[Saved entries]
=-=-=-=-=

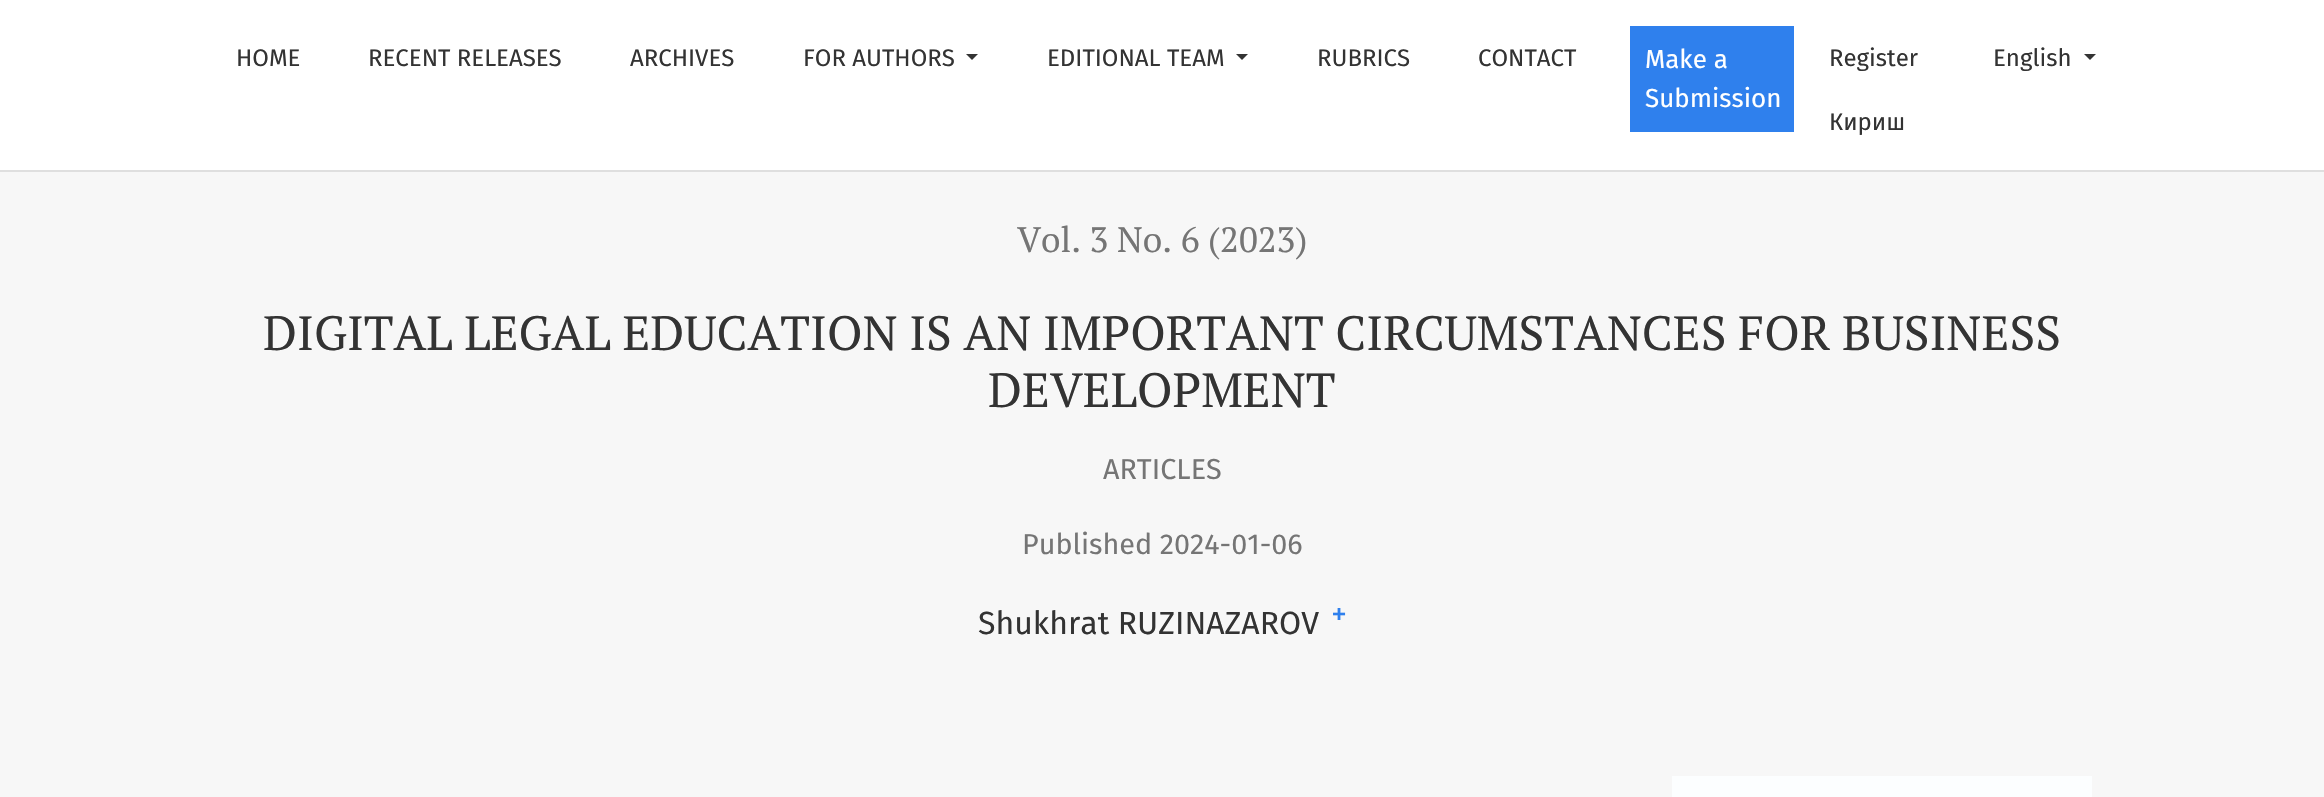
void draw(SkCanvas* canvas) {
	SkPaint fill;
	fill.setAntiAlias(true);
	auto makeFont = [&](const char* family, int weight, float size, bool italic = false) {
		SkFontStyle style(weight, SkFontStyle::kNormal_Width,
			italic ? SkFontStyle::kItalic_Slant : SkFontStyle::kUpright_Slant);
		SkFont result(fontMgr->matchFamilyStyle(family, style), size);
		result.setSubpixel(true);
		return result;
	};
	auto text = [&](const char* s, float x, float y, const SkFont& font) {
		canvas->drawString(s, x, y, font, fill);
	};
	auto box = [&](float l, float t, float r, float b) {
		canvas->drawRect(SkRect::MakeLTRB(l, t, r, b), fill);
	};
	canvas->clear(0xFFF7F7F7);
	fill.setColor(0xFFFFFFFF);
	box(0, 0, 2324, 170);
	fill.setColor(0xFFDFDFDF);
	box(0, 170, 2324, 172);
	fill.setColor(0xFF333333);
	canvas->drawPath(SkPathBuilder().moveTo(966, 54).lineTo(978, 54).lineTo(972, 60).close().detach(), fill);
	canvas->drawPath(SkPathBuilder().moveTo(1236, 54).lineTo(1248, 54).lineTo(1242, 60).close().detach(), fill);
	fill.setColor(0xFF2F80ED);
	box(1630, 26, 1794, 132);
	fill.setColor(0xFF333333);
	canvas->drawPath(SkPathBuilder().moveTo(2084, 54).lineTo(2096, 54).lineTo(2090, 60).close().detach(), fill);
	fill.setColor(0xFFFCFEFF);
	box(1672, 776, 2092, 797);
	auto font1 = makeFont("Fira Sans", 400, 24);
	fill.setColor(0xFF333333);
	text("HOME", 236, 66, font1);
	text("RECENT RELEASES", 368, 66, font1);
	text("ARCHIVES", 630, 66, font1);
	text("FOR AUTHORS", 803, 66, font1);
	text("EDITIONAL TEAM", 1047, 66, font1);
	text("RUBRICS", 1317, 66, font1);
	text("CONTACT", 1478, 66, font1);
	auto font2 = makeFont("Fira Sans", 400, 26);
	fill.setColor(0xFFFFFFFF);
	text("Make a", 1645, 68, font2);
	text("Submission", 1645, 107, font2);
	fill.setColor(0xFF333333);
	text("Register", 1829, 66, font1);
	text("Кириш", 1829, 130, font1);
	text("English", 1993, 66, font1);
	auto font3 = makeFont("PT Serif", 400, 35.25f);
	fill.setColor(0xFF757575);
	text("Vol. 3 No. 6 (2023)", 1017, 252, font3);
	auto font4 = makeFont("PT Serif", 400, 48);
	fill.setColor(0xFF333333);
	text("DIGITAL LEGAL EDUCATION IS AN IMPORTANT CIRCUMSTANCES FOR BUSINESS", 263, 350, font4);
	text("DEVELOPMENT", 988, 407, font4);
	auto font5 = makeFont("Fira Sans", 400, 28.75f);
	fill.setColor(0xFF757575);
	text("ARTICLES", 1103, 479, font5);
	text("Published 2024-01-06", 1022, 554, font5);
	auto font6 = makeFont("Fira Sans", 400, 32);
	fill.setColor(0xFF333333);
	text("Shukhrat RUZINAZAROV", 978, 634, font6);
	auto font7 = makeFont("Liberation Sans", 700, 24);
	fill.setColor(0xFF2F80ED);
	text("+", 1332, 622, font7);
}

=-=-=-=-=

**YOUR ASSIGNMENT:** Starting at the line with "canvas->drawString(s, x, y, font, fill);", copy every line down to the last one above, exactly as written and with nothing else.

**FINISHED EXERCISE:**
		canvas->drawString(s, x, y, font, fill);
	};
	auto box = [&](float l, float t, float r, float b) {
		canvas->drawRect(SkRect::MakeLTRB(l, t, r, b), fill);
	};
	canvas->clear(0xFFF7F7F7);
	fill.setColor(0xFFFFFFFF);
	box(0, 0, 2324, 170);
	fill.setColor(0xFFDFDFDF);
	box(0, 170, 2324, 172);
	fill.setColor(0xFF333333);
	canvas->drawPath(SkPathBuilder().moveTo(966, 54).lineTo(978, 54).lineTo(972, 60).close().detach(), fill);
	canvas->drawPath(SkPathBuilder().moveTo(1236, 54).lineTo(1248, 54).lineTo(1242, 60).close().detach(), fill);
	fill.setColor(0xFF2F80ED);
	box(1630, 26, 1794, 132);
	fill.setColor(0xFF333333);
	canvas->drawPath(SkPathBuilder().moveTo(2084, 54).lineTo(2096, 54).lineTo(2090, 60).close().detach(), fill);
	fill.setColor(0xFFFCFEFF);
	box(1672, 776, 2092, 797);
	auto font1 = makeFont("Fira Sans", 400, 24);
	fill.setColor(0xFF333333);
	text("HOME", 236, 66, font1);
	text("RECENT RELEASES", 368, 66, font1);
	text("ARCHIVES", 630, 66, font1);
	text("FOR AUTHORS", 803, 66, font1);
	text("EDITIONAL TEAM", 1047, 66, font1);
	text("RUBRICS", 1317, 66, font1);
	text("CONTACT", 1478, 66, font1);
	auto font2 = makeFont("Fira Sans", 400, 26);
	fill.setColor(0xFFFFFFFF);
	text("Make a", 1645, 68, font2);
	text("Submission", 1645, 107, font2);
	fill.setColor(0xFF333333);
	text("Register", 1829, 66, font1);
	text("Кириш", 1829, 130, font1);
	text("English", 1993, 66, font1);
	auto font3 = makeFont("PT Serif", 400, 35.25f);
	fill.setColor(0xFF757575);
	text("Vol. 3 No. 6 (2023)", 1017, 252, font3);
	auto font4 = makeFont("PT Serif", 400, 48);
	fill.setColor(0xFF333333);
	text("DIGITAL LEGAL EDUCATION IS AN IMPORTANT CIRCUMSTANCES FOR BUSINESS", 263, 350, font4);
	text("DEVELOPMENT", 988, 407, font4);
	auto font5 = makeFont("Fira Sans", 400, 28.75f);
	fill.setColor(0xFF757575);
	text("ARTICLES", 1103, 479, font5);
	text("Published 2024-01-06", 1022, 554, font5);
	auto font6 = makeFont("Fira Sans", 400, 32);
	fill.setColor(0xFF333333);
	text("Shukhrat RUZINAZAROV", 978, 634, font6);
	auto font7 = makeFont("Liberation Sans", 700, 24);
	fill.setColor(0xFF2F80ED);
	text("+", 1332, 622, font7);
}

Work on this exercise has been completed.